На следующий день он был отправлен в парижскую тюрьму Консьержери.
42
Итак, тюрьма.
Тюрьма со всеми обычными её атрибутами: тесной камерой, короткими прогулками и длинными допросами. Он слышал обо всём этом и, зная, что борец за свободу обречён рано или поздно встретиться с тюрьмой, безбоязненно ждал этой встречи. Вопреки надеждам гонителей, он и не подумал отчаиваться, напротив, казался полным энергии и боевого задора.
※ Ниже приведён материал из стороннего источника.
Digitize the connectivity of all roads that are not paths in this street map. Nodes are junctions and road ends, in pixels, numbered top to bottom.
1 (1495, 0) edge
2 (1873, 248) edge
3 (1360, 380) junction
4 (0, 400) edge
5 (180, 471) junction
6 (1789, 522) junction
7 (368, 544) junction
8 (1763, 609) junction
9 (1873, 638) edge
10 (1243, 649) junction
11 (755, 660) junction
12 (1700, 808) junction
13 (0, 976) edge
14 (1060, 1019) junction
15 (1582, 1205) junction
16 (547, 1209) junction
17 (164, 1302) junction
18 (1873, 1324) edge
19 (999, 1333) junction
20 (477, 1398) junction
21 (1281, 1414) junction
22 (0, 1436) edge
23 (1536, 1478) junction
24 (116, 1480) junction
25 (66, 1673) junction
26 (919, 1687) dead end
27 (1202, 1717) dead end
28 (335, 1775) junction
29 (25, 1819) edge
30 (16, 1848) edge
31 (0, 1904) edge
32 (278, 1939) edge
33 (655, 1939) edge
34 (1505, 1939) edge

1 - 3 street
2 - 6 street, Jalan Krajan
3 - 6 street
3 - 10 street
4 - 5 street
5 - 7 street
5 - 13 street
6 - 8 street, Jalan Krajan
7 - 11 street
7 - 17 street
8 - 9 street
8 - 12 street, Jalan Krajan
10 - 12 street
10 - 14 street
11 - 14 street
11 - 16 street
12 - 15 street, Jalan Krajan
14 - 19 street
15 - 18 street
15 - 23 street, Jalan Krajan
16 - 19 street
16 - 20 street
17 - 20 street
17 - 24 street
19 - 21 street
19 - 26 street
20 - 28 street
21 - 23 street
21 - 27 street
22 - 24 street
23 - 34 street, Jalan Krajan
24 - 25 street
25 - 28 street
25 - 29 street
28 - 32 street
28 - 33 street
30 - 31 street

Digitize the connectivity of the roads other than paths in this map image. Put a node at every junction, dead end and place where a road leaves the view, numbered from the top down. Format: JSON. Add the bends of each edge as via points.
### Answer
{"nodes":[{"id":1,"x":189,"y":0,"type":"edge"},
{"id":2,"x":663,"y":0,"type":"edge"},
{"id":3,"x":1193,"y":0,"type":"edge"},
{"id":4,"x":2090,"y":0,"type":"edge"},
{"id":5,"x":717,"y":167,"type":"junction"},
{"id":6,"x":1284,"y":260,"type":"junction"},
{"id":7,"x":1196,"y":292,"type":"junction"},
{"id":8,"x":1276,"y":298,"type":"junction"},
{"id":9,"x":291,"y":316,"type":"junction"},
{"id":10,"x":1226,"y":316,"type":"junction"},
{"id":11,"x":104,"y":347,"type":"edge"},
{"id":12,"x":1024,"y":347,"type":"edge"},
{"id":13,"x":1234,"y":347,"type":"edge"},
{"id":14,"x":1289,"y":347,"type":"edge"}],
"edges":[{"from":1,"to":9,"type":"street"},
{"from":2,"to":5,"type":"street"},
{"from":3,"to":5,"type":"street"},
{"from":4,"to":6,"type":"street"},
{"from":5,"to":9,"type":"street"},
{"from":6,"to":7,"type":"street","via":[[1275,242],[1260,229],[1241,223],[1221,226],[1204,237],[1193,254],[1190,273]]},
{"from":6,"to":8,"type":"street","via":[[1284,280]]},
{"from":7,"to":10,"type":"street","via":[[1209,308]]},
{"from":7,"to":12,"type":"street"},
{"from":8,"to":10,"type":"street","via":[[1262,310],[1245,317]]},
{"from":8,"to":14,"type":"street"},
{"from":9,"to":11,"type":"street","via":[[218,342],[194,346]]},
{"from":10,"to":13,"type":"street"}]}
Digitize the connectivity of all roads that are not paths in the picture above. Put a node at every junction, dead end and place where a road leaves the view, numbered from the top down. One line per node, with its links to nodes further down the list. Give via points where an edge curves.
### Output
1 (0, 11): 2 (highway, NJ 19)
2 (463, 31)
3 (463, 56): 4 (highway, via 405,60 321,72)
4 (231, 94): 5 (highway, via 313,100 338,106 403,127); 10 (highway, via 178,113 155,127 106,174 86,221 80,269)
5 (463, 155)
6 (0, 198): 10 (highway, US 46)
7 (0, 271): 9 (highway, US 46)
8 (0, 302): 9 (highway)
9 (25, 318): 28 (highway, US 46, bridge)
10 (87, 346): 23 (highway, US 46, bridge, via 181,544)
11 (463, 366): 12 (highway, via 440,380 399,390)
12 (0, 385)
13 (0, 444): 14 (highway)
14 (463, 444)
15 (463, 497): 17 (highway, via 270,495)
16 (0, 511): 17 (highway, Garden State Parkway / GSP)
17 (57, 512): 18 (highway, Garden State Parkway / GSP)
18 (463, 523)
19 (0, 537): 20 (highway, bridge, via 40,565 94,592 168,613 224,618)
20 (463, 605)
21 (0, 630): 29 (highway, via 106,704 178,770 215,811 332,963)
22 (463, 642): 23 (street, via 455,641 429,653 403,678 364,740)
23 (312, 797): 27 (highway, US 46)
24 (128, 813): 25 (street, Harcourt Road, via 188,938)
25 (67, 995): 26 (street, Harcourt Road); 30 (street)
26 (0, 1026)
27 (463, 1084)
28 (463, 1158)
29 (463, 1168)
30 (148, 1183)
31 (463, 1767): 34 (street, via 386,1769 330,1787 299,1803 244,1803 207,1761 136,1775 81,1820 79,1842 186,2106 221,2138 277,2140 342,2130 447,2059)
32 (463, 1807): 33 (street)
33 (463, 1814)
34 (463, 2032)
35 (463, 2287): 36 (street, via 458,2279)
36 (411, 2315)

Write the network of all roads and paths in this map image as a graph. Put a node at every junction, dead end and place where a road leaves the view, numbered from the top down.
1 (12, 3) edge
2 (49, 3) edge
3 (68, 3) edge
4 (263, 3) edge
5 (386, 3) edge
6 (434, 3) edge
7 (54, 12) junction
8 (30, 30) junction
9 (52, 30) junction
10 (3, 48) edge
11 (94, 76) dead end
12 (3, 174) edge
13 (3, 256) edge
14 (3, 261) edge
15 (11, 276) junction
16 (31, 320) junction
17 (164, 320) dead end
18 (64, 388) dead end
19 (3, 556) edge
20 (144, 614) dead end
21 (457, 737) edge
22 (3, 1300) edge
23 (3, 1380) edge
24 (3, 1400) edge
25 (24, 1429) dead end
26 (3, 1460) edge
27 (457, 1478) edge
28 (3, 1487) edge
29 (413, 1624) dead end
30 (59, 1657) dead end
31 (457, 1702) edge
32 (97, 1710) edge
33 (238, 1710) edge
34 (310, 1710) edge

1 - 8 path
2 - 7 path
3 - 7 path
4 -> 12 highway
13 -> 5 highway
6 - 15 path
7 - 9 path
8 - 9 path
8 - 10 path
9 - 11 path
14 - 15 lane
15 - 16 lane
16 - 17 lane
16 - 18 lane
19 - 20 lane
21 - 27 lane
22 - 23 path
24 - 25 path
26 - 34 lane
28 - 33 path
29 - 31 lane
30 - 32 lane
Он был уверен, что долго здесь не просидит: недаром, борясь против налогов, он старался не выходить за рамки легальных действий; и хотя он знал, что в своих доносах враги попытались оболгать и извратить его слова и поступки, именно это и представлялось ему особенно благоприятным и даже спасительным — ложь было легко разоблачить и на лжецов нетрудно указать.
Он сразу же и указал на них.
Уже во время первых допросов, заявив о противозаконности ареста, Бабёф обличил обоих Билькоков, обманщиков и клеветников, занимавшихся интригами при старом режиме и не менее успешно морочивших новые власти. Чтобы продемонстрировать истину, он сумел с помощью жены собрать отзывы о своей деятельности в Руа и соседних городах. Он обратился за поддержкой к столичной прессе; мало того, он умудрился, несмотря на тюремный режим, выпустить свою газету, на страницах которой, не ограничиваясь собственным оправданием, брал под защиту других узников, арестованных за разрушение застав в июльские дни 1789 года.